→ Source data:
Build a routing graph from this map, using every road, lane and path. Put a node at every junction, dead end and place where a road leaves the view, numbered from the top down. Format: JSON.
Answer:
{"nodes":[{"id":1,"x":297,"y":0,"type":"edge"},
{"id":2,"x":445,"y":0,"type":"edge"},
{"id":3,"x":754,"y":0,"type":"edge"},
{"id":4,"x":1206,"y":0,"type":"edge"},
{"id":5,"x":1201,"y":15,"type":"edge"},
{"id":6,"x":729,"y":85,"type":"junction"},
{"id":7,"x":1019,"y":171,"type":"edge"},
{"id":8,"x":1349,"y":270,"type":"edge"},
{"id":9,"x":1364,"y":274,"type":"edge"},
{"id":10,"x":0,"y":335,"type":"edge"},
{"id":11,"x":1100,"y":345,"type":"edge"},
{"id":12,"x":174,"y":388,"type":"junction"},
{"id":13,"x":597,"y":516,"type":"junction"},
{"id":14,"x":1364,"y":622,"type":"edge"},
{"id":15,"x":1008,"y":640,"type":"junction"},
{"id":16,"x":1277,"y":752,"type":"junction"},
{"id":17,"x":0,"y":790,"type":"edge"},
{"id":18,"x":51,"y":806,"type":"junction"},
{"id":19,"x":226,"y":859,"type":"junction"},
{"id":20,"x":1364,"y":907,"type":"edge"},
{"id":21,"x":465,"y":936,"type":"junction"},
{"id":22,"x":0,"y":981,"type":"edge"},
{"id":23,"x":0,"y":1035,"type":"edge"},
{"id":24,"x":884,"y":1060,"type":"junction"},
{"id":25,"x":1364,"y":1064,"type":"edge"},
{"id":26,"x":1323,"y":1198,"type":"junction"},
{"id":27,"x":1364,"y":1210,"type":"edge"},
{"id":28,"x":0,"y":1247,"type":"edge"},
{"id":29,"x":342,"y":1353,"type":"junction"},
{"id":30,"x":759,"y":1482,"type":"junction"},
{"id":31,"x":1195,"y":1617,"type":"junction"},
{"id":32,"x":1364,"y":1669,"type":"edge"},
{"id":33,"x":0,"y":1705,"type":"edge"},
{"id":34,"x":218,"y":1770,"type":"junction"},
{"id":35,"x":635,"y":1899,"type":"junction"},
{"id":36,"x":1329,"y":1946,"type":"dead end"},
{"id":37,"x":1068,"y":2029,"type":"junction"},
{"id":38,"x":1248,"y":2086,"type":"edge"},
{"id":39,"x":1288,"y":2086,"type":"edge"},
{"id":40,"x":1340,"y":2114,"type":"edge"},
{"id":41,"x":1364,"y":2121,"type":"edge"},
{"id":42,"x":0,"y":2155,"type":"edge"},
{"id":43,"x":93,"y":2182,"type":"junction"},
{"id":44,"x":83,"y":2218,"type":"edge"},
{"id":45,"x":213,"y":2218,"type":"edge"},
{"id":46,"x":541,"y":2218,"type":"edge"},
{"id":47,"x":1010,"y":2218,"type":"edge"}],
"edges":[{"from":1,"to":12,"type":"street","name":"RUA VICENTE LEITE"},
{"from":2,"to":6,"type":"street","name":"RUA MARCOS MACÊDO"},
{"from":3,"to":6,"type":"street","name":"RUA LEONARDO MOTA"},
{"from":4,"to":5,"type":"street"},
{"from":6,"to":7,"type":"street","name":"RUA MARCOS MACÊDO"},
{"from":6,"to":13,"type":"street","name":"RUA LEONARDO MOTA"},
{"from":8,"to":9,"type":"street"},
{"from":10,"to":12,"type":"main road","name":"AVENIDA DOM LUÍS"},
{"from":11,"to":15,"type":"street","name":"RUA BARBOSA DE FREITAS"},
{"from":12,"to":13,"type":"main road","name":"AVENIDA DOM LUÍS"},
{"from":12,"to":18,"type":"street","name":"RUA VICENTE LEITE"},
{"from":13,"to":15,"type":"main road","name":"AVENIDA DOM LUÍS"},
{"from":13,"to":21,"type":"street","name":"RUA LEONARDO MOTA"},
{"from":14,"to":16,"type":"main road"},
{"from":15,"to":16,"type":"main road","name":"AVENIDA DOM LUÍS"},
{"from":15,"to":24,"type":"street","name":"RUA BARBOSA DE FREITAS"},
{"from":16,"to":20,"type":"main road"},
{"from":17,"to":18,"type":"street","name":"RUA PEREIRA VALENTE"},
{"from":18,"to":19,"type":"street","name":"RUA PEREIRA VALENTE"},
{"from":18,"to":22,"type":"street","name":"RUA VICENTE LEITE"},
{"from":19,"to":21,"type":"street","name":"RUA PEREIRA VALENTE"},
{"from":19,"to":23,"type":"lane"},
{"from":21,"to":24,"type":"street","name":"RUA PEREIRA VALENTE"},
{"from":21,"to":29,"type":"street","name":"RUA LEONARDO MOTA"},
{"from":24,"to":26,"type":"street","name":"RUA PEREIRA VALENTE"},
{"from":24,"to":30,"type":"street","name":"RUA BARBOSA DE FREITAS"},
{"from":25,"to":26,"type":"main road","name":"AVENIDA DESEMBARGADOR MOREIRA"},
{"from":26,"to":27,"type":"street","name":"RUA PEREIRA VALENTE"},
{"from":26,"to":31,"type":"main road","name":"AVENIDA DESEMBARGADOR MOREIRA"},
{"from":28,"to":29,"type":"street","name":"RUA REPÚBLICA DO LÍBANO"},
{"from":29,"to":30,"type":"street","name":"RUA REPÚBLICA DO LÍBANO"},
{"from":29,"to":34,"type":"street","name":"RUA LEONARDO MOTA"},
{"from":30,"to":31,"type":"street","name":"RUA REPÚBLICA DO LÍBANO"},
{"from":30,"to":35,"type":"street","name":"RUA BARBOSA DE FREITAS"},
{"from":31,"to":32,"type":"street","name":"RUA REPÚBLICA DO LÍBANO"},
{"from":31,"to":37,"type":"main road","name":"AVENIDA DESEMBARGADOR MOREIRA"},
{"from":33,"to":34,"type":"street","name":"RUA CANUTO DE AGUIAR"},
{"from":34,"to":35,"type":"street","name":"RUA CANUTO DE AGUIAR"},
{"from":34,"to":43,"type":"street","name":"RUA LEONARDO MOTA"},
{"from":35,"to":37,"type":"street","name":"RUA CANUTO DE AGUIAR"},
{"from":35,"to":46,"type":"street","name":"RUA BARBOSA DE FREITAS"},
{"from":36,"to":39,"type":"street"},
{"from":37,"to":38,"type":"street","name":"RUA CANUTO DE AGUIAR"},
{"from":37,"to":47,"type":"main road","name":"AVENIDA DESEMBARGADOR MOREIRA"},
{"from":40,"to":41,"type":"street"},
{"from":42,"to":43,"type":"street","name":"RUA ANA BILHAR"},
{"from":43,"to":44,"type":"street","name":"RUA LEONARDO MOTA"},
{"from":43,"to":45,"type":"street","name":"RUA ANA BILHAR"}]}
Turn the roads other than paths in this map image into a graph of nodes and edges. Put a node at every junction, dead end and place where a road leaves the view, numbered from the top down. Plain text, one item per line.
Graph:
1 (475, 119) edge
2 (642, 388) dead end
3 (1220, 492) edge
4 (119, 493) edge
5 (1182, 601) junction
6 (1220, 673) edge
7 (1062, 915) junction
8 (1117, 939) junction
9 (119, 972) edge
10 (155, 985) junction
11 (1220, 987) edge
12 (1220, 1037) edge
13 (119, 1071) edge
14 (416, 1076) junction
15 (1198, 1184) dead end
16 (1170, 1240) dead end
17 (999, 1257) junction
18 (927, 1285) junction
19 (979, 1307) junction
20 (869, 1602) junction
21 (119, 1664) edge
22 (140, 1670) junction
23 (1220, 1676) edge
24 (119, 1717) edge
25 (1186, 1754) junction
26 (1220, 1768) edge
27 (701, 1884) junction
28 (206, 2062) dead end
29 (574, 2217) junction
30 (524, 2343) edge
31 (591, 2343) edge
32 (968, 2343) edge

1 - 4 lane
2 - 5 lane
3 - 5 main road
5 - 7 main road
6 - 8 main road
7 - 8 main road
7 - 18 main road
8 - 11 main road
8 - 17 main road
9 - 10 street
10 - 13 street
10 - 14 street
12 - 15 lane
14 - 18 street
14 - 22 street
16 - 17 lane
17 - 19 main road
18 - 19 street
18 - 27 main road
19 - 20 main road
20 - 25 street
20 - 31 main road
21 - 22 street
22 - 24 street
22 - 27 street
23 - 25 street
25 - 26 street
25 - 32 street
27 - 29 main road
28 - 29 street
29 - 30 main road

→ TASK DETAILS: Check each line above for the string "nodes" and show the ones that have it.

→ OUTPUT OF THE EXERCISE:
{"nodes":[{"id":1,"x":297,"y":0,"type":"edge"},
Turn the roads other than paths in this map image into a graph of nodes and edges. Put a node at every junction, dead end and place where a road leaves the view, numbered from the top down. Plain text, one item per line.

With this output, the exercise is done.